ABOUT THIS EXERCISE: Read the data that follows. Then repeat it exactly.

GIVEN RECORDS:
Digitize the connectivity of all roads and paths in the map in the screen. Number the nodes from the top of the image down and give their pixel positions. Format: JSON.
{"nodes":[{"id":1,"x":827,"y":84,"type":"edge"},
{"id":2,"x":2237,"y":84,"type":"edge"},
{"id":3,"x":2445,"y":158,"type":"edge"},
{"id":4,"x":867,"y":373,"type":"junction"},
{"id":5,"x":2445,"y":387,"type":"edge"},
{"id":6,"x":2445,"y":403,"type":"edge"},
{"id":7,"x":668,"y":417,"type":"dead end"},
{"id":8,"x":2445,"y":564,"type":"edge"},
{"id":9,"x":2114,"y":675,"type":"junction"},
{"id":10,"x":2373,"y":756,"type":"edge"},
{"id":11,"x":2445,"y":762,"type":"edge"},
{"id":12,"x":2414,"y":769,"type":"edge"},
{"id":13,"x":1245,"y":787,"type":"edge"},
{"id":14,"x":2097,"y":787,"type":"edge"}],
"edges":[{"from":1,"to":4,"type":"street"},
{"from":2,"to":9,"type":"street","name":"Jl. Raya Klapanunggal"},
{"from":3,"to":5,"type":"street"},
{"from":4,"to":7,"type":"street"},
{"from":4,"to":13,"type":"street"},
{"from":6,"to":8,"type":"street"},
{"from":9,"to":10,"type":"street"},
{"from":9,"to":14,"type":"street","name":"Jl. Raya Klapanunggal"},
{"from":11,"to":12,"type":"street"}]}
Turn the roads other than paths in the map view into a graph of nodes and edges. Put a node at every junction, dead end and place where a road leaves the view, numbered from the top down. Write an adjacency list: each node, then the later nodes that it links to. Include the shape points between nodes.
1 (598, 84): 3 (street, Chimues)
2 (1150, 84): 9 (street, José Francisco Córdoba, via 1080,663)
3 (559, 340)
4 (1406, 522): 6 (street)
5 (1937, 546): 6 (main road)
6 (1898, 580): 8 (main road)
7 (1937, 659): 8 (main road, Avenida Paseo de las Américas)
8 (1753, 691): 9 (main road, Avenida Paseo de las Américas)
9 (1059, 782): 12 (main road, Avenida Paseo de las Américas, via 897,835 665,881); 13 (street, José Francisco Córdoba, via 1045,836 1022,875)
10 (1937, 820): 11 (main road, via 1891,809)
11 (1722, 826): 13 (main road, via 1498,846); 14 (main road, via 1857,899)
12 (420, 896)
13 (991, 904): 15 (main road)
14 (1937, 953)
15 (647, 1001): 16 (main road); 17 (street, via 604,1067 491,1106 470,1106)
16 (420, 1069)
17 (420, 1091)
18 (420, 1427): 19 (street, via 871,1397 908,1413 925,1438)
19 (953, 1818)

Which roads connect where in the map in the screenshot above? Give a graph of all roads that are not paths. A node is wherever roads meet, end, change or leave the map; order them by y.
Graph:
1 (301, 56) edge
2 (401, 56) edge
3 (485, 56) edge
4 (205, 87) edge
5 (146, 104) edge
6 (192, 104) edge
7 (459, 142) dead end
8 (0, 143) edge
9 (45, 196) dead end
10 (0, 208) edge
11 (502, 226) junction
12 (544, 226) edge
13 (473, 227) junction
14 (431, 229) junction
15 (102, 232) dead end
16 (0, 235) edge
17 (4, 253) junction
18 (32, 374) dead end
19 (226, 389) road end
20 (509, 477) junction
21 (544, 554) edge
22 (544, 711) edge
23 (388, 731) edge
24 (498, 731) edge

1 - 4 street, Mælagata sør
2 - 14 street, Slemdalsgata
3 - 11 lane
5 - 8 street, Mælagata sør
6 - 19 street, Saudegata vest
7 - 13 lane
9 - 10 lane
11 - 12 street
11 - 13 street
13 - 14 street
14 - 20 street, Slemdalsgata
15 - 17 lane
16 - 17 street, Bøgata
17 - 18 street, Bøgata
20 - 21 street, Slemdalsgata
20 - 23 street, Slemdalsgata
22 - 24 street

REPLY TO THE EXERCISE:
Digitize the connectivity of all roads and paths in the map in the screen. Number the nodes from the top of the image down and give their pixel positions. Format: JSON.
{"nodes":[{"id":1,"x":827,"y":84,"type":"edge"},
{"id":2,"x":2237,"y":84,"type":"edge"},
{"id":3,"x":2445,"y":158,"type":"edge"},
{"id":4,"x":867,"y":373,"type":"junction"},
{"id":5,"x":2445,"y":387,"type":"edge"},
{"id":6,"x":2445,"y":403,"type":"edge"},
{"id":7,"x":668,"y":417,"type":"dead end"},
{"id":8,"x":2445,"y":564,"type":"edge"},
{"id":9,"x":2114,"y":675,"type":"junction"},
{"id":10,"x":2373,"y":756,"type":"edge"},
{"id":11,"x":2445,"y":762,"type":"edge"},
{"id":12,"x":2414,"y":769,"type":"edge"},
{"id":13,"x":1245,"y":787,"type":"edge"},
{"id":14,"x":2097,"y":787,"type":"edge"}],
"edges":[{"from":1,"to":4,"type":"street"},
{"from":2,"to":9,"type":"street","name":"Jl. Raya Klapanunggal"},
{"from":3,"to":5,"type":"street"},
{"from":4,"to":7,"type":"street"},
{"from":4,"to":13,"type":"street"},
{"from":6,"to":8,"type":"street"},
{"from":9,"to":10,"type":"street"},
{"from":9,"to":14,"type":"street","name":"Jl. Raya Klapanunggal"},
{"from":11,"to":12,"type":"street"}]}
Turn the roads other than paths in the map view into a graph of nodes and edges. Put a node at every junction, dead end and place where a road leaves the view, numbered from the top down. Write an adjacency list: each node, then the later nodes that it links to. Include the shape points between nodes.
1 (598, 84): 3 (street, Chimues)
2 (1150, 84): 9 (street, José Francisco Córdoba, via 1080,663)
3 (559, 340)
4 (1406, 522): 6 (street)
5 (1937, 546): 6 (main road)
6 (1898, 580): 8 (main road)
7 (1937, 659): 8 (main road, Avenida Paseo de las Américas)
8 (1753, 691): 9 (main road, Avenida Paseo de las Américas)
9 (1059, 782): 12 (main road, Avenida Paseo de las Américas, via 897,835 665,881); 13 (street, José Francisco Córdoba, via 1045,836 1022,875)
10 (1937, 820): 11 (main road, via 1891,809)
11 (1722, 826): 13 (main road, via 1498,846); 14 (main road, via 1857,899)
12 (420, 896)
13 (991, 904): 15 (main road)
14 (1937, 953)
15 (647, 1001): 16 (main road); 17 (street, via 604,1067 491,1106 470,1106)
16 (420, 1069)
17 (420, 1091)
18 (420, 1427): 19 (street, via 871,1397 908,1413 925,1438)
19 (953, 1818)

Which roads connect where in the map in the screenshot above? Give a graph of all roads that are not paths. A node is wherever roads meet, end, change or leave the map; order them by y.
Graph:
1 (301, 56) edge
2 (401, 56) edge
3 (485, 56) edge
4 (205, 87) edge
5 (146, 104) edge
6 (192, 104) edge
7 (459, 142) dead end
8 (0, 143) edge
9 (45, 196) dead end
10 (0, 208) edge
11 (502, 226) junction
12 (544, 226) edge
13 (473, 227) junction
14 (431, 229) junction
15 (102, 232) dead end
16 (0, 235) edge
17 (4, 253) junction
18 (32, 374) dead end
19 (226, 389) road end
20 (509, 477) junction
21 (544, 554) edge
22 (544, 711) edge
23 (388, 731) edge
24 (498, 731) edge

1 - 4 street, Mælagata sør
2 - 14 street, Slemdalsgata
3 - 11 lane
5 - 8 street, Mælagata sør
6 - 19 street, Saudegata vest
7 - 13 lane
9 - 10 lane
11 - 12 street
11 - 13 street
13 - 14 street
14 - 20 street, Slemdalsgata
15 - 17 lane
16 - 17 street, Bøgata
17 - 18 street, Bøgata
20 - 21 street, Slemdalsgata
20 - 23 street, Slemdalsgata
22 - 24 street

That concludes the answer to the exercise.